Aquellos que iniciamos a finales del siglo XX nuestra relación profesional con el mundo de las lipoproteínas plasmáticas y su relación con la enfermedad cardiovascular, hemos vivido en un mundo simple y seguro, en el que el patrón de referencia era la relación existente entre la cantidad de colesterol-LDL, o bien colesterol-Apo B, en circulación y el riesgo cardiovascular. Durante muchos años nuestro marco mental ha estado condicionado por el axioma, confirmado en múltiples estudios clínicos realizados con estatinas y otros fármacos hipocolesterolemiantes, de que si reducimos la cantidad de colesterol-LDL en circulación, reducimos el riesgo de padecer accidentes cardiovasculares de origen aterosclerótico. La cantidad de colesterol-LDL en circulación es lo que importa.
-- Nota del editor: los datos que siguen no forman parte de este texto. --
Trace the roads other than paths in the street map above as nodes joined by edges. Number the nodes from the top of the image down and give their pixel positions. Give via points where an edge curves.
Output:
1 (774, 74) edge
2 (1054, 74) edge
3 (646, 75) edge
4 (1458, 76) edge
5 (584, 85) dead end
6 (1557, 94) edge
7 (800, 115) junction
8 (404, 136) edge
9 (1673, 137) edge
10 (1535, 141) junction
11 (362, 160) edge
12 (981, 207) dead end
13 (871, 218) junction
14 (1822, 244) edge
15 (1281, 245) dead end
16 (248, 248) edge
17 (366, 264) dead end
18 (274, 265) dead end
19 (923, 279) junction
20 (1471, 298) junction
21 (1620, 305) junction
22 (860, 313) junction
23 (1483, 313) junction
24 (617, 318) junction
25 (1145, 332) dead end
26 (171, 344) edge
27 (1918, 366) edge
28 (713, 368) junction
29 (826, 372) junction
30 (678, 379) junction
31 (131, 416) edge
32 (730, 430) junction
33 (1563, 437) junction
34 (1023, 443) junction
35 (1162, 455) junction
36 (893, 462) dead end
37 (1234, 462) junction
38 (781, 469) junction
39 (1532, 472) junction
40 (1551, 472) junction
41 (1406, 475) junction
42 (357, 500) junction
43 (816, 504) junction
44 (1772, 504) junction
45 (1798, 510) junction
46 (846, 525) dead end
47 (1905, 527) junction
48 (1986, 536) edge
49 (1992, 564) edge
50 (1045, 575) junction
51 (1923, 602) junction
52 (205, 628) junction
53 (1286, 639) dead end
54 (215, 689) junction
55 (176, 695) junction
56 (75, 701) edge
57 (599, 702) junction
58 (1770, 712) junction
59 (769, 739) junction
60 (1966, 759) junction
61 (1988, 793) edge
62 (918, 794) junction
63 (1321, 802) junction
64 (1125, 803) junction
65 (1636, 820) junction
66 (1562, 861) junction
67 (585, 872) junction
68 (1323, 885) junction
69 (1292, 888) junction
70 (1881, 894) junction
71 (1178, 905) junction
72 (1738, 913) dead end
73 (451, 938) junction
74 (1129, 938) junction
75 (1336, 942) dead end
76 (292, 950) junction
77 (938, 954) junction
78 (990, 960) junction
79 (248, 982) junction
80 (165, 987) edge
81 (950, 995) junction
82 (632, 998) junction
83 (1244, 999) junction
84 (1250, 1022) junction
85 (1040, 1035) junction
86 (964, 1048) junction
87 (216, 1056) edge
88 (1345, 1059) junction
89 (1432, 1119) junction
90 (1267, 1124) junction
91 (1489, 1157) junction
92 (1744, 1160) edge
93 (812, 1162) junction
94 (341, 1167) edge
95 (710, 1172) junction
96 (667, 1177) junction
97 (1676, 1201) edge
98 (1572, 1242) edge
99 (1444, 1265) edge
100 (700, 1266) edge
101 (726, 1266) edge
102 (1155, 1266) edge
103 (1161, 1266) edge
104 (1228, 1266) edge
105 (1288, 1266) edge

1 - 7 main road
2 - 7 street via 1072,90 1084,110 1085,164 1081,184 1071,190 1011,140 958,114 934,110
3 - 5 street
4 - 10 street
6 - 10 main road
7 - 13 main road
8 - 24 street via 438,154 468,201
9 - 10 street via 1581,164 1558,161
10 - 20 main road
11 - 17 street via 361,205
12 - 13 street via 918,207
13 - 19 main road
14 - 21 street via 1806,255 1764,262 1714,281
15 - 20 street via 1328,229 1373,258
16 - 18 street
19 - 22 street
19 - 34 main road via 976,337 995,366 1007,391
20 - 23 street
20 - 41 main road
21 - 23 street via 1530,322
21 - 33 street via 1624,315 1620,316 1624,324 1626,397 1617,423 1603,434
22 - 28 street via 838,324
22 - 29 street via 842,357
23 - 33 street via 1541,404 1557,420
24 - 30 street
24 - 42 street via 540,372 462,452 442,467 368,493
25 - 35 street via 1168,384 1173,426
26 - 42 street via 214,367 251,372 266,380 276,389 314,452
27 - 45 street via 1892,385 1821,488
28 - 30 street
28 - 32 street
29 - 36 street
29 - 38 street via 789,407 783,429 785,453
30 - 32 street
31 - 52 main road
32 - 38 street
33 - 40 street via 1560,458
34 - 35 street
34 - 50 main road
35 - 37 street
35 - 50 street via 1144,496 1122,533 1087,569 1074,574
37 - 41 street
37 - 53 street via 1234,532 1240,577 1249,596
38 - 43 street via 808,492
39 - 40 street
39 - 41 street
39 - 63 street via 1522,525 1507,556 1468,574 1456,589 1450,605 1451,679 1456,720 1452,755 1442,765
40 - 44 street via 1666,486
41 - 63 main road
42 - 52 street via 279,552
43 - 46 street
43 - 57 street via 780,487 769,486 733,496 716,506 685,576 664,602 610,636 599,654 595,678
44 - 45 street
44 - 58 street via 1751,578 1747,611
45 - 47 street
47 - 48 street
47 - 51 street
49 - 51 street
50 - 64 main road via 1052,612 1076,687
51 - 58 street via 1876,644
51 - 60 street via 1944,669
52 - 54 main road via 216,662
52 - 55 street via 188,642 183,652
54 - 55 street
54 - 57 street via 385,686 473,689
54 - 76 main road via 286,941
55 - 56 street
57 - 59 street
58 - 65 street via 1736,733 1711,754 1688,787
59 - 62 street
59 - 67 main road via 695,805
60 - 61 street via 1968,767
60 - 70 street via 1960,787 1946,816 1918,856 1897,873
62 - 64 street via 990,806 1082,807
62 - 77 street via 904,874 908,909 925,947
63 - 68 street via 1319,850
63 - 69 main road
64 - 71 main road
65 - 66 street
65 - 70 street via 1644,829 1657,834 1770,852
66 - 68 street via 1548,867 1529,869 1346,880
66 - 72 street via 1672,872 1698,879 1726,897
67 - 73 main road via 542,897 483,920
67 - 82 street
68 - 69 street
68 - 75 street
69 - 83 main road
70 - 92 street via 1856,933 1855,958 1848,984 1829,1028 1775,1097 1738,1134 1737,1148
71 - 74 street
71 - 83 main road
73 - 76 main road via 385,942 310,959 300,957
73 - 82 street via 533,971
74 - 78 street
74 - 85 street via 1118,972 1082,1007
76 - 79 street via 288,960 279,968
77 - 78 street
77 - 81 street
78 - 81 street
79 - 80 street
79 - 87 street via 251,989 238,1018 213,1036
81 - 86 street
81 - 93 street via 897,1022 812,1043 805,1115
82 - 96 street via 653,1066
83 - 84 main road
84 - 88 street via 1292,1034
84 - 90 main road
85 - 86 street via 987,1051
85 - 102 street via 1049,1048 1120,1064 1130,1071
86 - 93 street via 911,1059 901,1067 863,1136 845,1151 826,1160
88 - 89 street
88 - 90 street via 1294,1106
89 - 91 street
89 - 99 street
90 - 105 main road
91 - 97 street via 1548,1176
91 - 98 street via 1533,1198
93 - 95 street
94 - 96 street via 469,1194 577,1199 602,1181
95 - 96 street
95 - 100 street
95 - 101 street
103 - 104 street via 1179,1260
Con este marco mental, aplicado a los resultados de estudios epidemiológicos que asociaban un incremento del colesterol-HDL en circulación con una menor incidencia de accidentes cardiovasculares y el desarrollo de la teoría del transporte reverso de colesterol, fijamos igualmente el axioma de que a mayor cantidad de colesterol-HDL en circulación, menor riesgo de padecer accidentes cardiovasculares de origen aterosclerótico.
El siglo XXI, como en otros muchos campos, ha roto este marco mental y nos ha devuelto a la realidad de un mundo mucho más complejo y ambivalente. Todavía podemos confiar en el valor predictivo del colesterol-LDL, pero el campo del colesterol-HDL, o de las HDL en general, ha cambiado sustancialmente. Hoy hablamos no sólo de cantidad de colesterol-HDL en circulación, sino también de calidad de dichas HDL, entendiendo como tal una adecuada composición en lípidos, apolipoproteinas y dotación enzimática asociada que permita manifestar en toda su extensión la creciente lista de propiedades beneficiosas adscritas a estas lipoproteínas, como son su participación en el eflujo celular de colesterol y el metabolismo de lipropoteinas remanentes, o su actividad antiinflamatoria, antioxidante, antiagregante plaquetaria, vasodilatadora, etc. Entre las evidencias científicas que se han publicado en las dos primeras décadas de este siglo y que han propiciado el cambio de paradigma en la visión del papel de las HDL en las patologías cardiovasculares, cabe destacar:
. El estrepitoso fracaso de la apuesta en fármacos inhibidores de la actividad de transferencia de ésteres plasmáticos de colesterol como la nueva revolución en el tratamiento farmacológico de la enfermedad cardiovascular de origen aterosclerótico, a despecho del ingente incremento en la concentración plasmática de colesterol-HDL inducido. Incluso en el caso del único fármaco que demostró una reducción significativa en los eventos coronarios, anacetrapib, dicho efecto puede atribuirse perfectamente a la reducción en el colesterol-LDL asociada al tratamiento1.
. La publicación de datos epidemiológicos sólidos que indican que niveles muy elevados de colesterol-HDL se asocian a un incremento en la mortalidad cardiovascular y por cualquier causa, presentando de hecho una relación en forma de U.
. La evidencia de que, en lo que se refiere a la prevención de la enfermedad cardiovascular, en el caso de las HDL prevalece la capacidad de facilitar el eflujo de colesterol de la periferia del organismo hacia el hígado, a través del transporte reverso de colesterol clásico y facilitando el metabolismo de las lipoproteínas remanentes ricas en colesterol, el denominado transporte reverso de los remanentes de colesterol (RRT)3
El estudio publicado por Lahoz y col4 en el presente número de Clínica e Investigación en Arteriosclerosis, incide en otro de los posibles efectos pleiotrópicos de las HDL como factor preventivo de enfermedades infecciosas. En concreto, Lahoz y col4 evidencian, en una población de alto riesgo frente a la infección por COVID-19 (población con edad superior a los 75 años), la existencia de una asociación inversa y dosis dependiente entre la concentración de colesterol-HDL y el riesgo de infección por COVID-19. Además, dicha asociación se mantiene cuando se ajusta por diversos factores, entre los que se incluyen factores de riesgo cardiovascular como la diabetes, obesidad, hipertensión, tabaquismo, etc. Precisamente muchos de dichos factores se asocian a una mala calidad de las HDL, en cuanto a su potencial antiinflamatorio, antiagregante plaquetario, etc, por lo que podríamos asumir que, tal como indican las conclusiones del estudio, la reducción del riesgo de infección depende de forma determinante de la cantidad de colesterol-HDL circulante. Obviamente, nos queda mucho camino por delante para tener una visión correcta del sutil equilibrio entre cantidad y calidad funcional en lo que al papel de las HDL se refiere.